A fair objection, but I think it slightly misreads what is being claimed.
The point is not that a beautiful mathematical object should be promoted into ontology simply because it is elegant, recurrent, or suggestive across domains.
The stronger claim is that the same closure structure keeps reappearing where independent constraints have to be satisfied: quantum mechanics, observer-compatible measurement, particle masses, GR-like ordering, cosmological structure, and now prime structure.
So the bridge is not:
beautiful math -> reality
It is closer to:
shared constraint -> repeated structure -> observable consequence
I’m also not claiming that “the universe is mathematics” in the crude sense.
What I’m suggesting is that reality appears to have a lawful, language-like substrate, and mathematics is the translation layer by which that substrate becomes intelligible.

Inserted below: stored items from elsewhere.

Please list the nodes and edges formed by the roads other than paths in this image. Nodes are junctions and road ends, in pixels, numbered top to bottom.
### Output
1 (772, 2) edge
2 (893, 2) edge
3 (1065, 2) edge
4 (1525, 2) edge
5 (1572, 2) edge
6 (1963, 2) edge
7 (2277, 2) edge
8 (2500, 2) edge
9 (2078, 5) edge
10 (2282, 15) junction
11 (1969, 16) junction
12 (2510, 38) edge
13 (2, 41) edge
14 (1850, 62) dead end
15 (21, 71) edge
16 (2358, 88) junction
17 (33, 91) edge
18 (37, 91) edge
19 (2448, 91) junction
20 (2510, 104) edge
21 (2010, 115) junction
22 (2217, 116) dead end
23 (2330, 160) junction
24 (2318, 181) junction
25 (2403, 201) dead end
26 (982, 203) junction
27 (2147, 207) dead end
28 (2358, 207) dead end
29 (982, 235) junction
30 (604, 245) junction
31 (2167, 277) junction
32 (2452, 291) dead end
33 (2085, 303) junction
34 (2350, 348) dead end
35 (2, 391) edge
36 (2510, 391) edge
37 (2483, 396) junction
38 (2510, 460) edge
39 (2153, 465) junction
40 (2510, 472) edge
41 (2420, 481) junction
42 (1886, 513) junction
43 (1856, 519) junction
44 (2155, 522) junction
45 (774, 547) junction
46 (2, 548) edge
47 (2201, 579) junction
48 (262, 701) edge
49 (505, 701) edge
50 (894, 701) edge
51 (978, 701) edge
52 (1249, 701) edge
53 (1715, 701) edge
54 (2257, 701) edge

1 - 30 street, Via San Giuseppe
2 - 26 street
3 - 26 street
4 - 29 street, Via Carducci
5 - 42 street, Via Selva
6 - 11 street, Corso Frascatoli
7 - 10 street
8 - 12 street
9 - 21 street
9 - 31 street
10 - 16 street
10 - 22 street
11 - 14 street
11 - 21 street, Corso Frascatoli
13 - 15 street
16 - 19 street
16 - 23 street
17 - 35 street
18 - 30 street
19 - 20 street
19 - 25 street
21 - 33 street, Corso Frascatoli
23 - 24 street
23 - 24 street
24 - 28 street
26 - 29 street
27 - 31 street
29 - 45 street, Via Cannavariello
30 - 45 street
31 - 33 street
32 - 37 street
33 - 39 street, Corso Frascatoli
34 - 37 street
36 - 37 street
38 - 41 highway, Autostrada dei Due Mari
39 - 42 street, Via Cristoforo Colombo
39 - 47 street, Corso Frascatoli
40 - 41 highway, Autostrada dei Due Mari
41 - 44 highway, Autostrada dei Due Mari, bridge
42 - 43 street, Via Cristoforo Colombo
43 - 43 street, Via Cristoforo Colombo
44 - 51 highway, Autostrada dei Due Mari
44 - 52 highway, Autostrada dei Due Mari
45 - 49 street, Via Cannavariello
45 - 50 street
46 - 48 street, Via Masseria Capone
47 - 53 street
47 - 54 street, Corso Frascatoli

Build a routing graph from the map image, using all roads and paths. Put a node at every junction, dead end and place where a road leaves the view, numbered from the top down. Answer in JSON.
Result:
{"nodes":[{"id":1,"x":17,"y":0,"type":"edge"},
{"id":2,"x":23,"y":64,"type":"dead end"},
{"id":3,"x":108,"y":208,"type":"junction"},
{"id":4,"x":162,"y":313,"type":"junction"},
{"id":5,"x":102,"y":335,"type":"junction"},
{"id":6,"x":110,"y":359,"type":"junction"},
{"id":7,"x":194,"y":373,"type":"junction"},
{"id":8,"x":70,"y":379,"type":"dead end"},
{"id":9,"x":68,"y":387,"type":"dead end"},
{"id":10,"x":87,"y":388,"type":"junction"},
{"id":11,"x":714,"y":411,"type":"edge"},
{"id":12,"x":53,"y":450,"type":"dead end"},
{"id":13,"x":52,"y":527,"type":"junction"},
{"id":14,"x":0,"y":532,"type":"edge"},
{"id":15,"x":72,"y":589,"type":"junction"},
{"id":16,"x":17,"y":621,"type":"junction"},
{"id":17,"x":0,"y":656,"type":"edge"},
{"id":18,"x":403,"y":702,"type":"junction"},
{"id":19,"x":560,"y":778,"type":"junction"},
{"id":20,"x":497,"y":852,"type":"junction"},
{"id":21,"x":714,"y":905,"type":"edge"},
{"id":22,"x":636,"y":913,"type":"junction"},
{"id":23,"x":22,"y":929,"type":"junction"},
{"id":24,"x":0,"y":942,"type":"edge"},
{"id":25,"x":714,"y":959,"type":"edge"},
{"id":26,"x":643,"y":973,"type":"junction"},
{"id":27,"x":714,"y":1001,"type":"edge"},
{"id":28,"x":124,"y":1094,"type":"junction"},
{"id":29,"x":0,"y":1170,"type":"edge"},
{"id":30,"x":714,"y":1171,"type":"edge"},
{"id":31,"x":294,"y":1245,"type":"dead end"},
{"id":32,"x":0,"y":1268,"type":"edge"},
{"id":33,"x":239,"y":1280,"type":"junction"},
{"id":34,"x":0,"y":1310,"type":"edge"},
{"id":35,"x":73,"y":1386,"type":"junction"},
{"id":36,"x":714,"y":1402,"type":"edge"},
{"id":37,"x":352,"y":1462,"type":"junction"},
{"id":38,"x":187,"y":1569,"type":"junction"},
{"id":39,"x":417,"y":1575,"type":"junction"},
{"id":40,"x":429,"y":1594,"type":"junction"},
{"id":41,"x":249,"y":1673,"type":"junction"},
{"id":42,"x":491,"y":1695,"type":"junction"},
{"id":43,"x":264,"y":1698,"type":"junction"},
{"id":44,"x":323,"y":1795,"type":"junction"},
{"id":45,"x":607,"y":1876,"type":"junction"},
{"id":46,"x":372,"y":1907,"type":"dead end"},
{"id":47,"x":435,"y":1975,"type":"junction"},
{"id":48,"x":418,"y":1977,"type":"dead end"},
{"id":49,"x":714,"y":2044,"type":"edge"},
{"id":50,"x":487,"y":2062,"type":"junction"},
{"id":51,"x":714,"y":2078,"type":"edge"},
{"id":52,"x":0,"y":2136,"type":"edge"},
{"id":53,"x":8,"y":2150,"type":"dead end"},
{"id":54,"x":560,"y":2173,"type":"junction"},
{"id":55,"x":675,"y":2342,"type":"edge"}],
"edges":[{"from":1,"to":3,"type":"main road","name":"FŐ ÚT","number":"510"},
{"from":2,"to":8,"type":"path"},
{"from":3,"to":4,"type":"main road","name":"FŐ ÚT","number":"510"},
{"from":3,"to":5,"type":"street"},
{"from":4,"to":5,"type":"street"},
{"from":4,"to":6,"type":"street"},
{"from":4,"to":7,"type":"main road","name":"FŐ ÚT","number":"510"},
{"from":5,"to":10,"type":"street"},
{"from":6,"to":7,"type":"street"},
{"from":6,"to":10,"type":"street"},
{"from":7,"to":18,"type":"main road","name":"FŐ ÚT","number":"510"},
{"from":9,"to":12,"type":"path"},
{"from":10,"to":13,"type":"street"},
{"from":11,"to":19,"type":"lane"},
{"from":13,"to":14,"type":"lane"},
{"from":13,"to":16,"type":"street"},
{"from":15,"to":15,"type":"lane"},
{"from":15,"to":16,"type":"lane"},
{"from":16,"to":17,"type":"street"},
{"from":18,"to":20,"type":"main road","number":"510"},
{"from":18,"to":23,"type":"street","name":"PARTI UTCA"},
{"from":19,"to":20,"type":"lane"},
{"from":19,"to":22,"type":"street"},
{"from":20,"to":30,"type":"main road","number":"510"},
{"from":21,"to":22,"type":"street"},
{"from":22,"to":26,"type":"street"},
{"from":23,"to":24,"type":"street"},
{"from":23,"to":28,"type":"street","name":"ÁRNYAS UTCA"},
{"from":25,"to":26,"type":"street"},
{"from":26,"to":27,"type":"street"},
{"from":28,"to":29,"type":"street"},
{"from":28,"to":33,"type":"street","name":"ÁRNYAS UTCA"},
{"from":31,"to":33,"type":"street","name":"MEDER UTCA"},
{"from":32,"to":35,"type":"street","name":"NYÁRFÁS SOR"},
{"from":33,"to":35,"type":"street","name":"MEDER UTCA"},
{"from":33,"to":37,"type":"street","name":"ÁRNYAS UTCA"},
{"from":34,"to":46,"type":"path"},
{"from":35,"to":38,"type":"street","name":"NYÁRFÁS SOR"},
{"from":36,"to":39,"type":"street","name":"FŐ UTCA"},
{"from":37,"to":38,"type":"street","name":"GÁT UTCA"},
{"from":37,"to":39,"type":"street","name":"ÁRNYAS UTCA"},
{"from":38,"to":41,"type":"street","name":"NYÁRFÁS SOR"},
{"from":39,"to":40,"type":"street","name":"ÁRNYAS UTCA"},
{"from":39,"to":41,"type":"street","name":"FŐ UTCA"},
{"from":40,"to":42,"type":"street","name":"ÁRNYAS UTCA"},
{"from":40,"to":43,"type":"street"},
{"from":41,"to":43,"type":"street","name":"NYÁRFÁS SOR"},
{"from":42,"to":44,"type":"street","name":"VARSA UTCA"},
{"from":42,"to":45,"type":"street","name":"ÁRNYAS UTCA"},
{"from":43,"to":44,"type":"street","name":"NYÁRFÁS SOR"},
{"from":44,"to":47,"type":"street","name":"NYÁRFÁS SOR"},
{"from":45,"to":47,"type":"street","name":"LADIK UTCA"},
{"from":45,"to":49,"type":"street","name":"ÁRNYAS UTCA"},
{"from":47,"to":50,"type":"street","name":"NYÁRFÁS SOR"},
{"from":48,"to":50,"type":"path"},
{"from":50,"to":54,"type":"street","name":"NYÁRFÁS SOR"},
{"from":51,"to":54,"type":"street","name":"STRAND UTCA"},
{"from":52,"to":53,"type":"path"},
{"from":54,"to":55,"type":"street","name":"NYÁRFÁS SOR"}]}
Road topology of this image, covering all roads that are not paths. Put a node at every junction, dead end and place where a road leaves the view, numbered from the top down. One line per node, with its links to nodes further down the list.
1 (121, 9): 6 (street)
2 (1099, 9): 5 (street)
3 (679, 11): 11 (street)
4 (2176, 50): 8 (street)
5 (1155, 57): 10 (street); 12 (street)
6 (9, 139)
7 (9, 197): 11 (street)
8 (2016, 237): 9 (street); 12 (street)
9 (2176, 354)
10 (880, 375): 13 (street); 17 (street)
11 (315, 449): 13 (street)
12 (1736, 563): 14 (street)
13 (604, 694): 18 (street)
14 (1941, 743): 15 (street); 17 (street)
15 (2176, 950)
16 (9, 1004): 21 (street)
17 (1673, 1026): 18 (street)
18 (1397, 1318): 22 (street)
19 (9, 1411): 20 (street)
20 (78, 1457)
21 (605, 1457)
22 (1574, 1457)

In that sense, we are beginning to see three levels:
a dictionary: recurring finite objects, invariants, spectra, closure irreducibles
a grammar: closure, admissibility, projection, recurrence, gauge structure, observer-compatible rules
an interpretation layer: where those same structures become readable as physics, cosmology, and arithmetic
So the 600-cell, closure operators, spectral recurrences, and prime structure are not being treated as “pretty objects” alone.
They are candidate parts of a deeper substrate-language.
That does not mean the case is closed. It means the real question is whether this structure is being imposed after the fact, or whether it keeps appearing because it belongs to the lawful grammar of what can stably exist and be observed.
That is the bridge we are working to make explicit.
And there is more coming on this soon, enough now exists to justify both a dedicated paper and a full article on the dictionary / grammar / interpretation view of the framework.
My discomfort with this framework is not with its mathematics, but with the inferential leap by which a finite substrate and a recurring operator are promoted into ontology without first deriving their necessity, completing the required bridges, or treating time as a gauge rather than as an implicit explanatory primitive.